December 19, 2020

Захар и его вопрос

Захар стоял в коридоре и обдумывал свой вопрос. «Стоит ли литература того, чтобы говорить о ней день и ночь?». Он думал послать его в какой-нибудь журнал, «Октябрь» или «Знамя», и мысленно прикидывал, куда телеграмма обойдется дешевле и скоро ли она дойдет. Он пытался вспомнить фамилии главных лиц этих журналов и то, слышал ли он или читал о них что-нибудь особенное; быть может, у него каким-нибудь чудом завалялись знакомые, которые могли кого-нибудь оттуда знать. Но нет, таких знакомых не было у Захара.

В кармане его лежал рубль пятьдесят семь мелочью, и он задумчиво его ощупывал, перетирая монетки между пальцами. Очередь, выстроившаяся перед Захаром, и не думала продвигаться; чуть привстав на носках, он нетерпеливо высунул голову над рядом голов, но не увидел ничего, кроме привычных пустых, влажных досок кассы и ее мутного, непрозрачного стекла.

В это время Ирина, жена Захара, швея на производстве, сидела за своим рабочим столом. Она уже заканчивала прострачивать узкий, сложно дающийся в руки край, как вошла главная швея в бригаде, Ольга, и, еще стоя в дверях, внимательно и долго посмотрела на нее. Ирина вопросительно подняла голову, только почувствовав на себе этот взгляд, и Ольга, встретившись с ней глазами, уверенно пошла к Ирине через весь зал.

Наблюдая приближающееся к ней сочувственное, удивленное, по-дружески грустное лицо Ольги, Ирина все поняла и начала собираться.

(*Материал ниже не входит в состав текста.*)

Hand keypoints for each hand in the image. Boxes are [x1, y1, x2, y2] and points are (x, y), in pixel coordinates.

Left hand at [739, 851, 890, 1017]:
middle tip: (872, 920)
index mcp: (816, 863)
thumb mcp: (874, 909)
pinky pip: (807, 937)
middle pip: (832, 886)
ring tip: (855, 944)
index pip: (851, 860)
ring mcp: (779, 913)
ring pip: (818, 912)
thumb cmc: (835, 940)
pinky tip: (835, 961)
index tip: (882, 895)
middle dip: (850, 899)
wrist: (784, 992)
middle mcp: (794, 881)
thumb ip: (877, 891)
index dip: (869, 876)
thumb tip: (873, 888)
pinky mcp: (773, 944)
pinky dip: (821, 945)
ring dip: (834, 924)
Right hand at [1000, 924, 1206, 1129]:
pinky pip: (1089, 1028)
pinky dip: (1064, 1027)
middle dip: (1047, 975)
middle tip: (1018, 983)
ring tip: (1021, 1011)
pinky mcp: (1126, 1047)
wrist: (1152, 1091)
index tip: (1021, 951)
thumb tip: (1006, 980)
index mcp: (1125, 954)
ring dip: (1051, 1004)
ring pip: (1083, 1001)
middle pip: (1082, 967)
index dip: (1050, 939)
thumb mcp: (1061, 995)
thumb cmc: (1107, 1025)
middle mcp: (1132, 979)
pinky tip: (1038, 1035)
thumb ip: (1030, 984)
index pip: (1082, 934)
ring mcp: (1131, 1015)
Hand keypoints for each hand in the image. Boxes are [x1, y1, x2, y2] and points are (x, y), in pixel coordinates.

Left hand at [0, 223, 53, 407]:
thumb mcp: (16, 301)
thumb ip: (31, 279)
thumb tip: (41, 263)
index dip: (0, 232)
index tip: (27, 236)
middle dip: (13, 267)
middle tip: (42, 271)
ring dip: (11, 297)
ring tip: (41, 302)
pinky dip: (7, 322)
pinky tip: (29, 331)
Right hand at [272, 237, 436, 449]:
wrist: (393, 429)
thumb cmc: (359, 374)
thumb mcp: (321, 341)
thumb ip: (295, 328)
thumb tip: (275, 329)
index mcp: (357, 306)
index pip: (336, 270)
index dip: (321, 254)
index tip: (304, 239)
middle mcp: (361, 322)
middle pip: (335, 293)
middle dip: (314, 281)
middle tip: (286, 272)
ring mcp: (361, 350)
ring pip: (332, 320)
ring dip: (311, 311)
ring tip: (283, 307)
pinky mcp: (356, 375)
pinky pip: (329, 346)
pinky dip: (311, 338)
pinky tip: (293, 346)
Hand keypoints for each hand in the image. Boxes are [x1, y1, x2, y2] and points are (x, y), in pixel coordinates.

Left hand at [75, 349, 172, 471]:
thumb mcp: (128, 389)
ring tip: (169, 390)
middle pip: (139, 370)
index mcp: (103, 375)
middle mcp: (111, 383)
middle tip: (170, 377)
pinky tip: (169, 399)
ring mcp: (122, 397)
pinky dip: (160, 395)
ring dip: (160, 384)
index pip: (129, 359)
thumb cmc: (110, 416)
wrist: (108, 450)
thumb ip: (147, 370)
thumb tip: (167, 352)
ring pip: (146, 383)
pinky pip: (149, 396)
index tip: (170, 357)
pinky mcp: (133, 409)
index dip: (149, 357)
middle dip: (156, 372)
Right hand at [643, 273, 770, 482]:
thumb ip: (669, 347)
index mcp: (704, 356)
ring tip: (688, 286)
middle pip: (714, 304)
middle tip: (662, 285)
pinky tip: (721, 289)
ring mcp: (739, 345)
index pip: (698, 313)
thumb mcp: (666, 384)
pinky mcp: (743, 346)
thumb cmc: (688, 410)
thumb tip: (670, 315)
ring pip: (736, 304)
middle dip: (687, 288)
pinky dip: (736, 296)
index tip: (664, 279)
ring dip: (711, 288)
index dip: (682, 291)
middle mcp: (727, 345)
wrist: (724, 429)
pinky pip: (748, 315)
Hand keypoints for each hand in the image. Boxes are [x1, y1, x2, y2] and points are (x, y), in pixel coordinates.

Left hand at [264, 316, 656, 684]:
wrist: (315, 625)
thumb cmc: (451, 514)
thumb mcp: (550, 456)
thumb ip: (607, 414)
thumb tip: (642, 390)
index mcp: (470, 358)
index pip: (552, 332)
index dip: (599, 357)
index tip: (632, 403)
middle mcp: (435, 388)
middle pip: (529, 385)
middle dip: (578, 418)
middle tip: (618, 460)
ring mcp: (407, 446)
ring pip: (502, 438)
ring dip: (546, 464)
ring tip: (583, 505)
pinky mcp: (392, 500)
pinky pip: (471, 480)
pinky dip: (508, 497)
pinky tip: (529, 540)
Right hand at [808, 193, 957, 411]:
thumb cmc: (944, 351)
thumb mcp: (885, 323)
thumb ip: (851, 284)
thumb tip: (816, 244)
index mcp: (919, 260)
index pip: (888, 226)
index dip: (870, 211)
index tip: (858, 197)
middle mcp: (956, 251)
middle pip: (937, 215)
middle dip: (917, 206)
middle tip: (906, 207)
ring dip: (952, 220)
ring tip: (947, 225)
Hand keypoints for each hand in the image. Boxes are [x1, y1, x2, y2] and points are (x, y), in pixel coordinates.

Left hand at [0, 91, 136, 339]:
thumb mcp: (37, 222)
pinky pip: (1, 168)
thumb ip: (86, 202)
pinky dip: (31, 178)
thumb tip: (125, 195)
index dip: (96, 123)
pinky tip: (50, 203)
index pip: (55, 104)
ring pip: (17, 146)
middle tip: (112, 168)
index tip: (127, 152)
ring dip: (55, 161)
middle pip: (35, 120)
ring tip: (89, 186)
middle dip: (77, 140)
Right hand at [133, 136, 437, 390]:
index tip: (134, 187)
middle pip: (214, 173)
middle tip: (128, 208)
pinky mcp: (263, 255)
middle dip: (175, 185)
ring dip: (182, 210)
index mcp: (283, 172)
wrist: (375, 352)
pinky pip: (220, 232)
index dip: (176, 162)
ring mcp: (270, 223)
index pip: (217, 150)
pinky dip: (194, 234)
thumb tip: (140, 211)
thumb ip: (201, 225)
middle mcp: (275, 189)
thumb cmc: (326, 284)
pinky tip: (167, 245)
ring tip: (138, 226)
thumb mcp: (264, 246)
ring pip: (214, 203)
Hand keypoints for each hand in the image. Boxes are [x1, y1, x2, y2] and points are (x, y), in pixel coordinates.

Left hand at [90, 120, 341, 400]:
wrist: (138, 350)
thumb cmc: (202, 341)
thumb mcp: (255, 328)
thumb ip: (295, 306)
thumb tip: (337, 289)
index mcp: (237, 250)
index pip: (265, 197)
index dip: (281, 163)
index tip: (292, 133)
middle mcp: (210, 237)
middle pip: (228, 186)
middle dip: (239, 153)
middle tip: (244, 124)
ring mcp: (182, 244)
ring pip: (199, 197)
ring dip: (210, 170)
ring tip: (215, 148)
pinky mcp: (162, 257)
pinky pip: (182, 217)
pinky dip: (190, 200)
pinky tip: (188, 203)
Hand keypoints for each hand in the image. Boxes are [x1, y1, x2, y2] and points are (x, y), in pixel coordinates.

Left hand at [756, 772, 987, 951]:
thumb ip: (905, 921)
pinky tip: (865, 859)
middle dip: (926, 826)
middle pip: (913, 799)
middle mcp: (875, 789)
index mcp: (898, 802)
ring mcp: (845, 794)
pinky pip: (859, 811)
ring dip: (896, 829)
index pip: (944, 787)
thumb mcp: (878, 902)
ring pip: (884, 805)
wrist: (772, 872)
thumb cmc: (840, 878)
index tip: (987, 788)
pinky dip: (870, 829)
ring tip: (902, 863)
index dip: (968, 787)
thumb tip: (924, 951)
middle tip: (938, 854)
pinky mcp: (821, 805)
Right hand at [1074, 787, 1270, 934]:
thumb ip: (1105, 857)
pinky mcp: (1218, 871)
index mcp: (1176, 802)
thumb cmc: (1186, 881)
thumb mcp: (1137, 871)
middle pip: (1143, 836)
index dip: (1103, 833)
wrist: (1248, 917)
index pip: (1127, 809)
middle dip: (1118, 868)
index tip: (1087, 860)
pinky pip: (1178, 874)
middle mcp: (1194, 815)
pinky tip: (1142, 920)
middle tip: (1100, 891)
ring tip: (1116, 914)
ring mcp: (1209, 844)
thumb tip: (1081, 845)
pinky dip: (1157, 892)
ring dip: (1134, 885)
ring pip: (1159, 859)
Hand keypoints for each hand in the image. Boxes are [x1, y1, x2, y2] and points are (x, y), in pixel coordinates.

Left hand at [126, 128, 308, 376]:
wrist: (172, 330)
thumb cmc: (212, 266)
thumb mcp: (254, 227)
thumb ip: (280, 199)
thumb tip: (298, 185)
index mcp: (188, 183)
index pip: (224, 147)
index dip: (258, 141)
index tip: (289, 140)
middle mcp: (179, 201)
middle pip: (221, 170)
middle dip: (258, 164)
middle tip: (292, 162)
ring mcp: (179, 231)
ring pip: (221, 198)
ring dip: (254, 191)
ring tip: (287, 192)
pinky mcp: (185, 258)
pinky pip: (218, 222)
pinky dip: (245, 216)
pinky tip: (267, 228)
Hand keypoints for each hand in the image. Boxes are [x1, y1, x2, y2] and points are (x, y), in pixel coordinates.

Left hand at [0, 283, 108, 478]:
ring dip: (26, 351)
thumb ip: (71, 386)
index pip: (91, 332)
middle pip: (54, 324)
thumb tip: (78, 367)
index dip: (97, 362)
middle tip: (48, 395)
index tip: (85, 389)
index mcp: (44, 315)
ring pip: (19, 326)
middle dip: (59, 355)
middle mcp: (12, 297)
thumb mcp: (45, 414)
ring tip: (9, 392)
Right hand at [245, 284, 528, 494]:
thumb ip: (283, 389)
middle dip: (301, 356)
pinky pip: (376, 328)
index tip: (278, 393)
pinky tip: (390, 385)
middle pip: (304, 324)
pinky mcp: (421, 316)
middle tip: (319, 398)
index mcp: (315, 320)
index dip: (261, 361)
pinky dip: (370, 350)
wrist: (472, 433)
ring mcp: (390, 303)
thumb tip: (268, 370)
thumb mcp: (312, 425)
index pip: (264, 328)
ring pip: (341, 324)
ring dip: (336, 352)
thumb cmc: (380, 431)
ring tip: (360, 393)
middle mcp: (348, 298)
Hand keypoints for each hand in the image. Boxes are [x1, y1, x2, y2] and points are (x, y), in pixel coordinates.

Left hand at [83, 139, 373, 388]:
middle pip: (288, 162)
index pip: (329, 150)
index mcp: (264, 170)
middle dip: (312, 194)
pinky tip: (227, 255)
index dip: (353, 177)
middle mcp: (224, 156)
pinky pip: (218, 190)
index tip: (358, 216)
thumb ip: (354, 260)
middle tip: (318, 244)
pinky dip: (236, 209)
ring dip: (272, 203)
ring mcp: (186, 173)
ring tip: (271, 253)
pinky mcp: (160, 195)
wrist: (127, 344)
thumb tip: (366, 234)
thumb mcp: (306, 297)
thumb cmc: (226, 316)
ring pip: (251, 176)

Она сложила недоконченное шитье в стопку слева от себя, аккуратно его разгладив и примяв, затем поднялась, задвинула за собою стул и побросала в сумку немногие вещи. Сняв рабочий халат, она ловко перебросила его через спинку стула и посмотрела на Ольгу; та, вздохнув, сказала: «Пойдем» и, легко придерживая Ирину за локоть, вышла с ней в коридор.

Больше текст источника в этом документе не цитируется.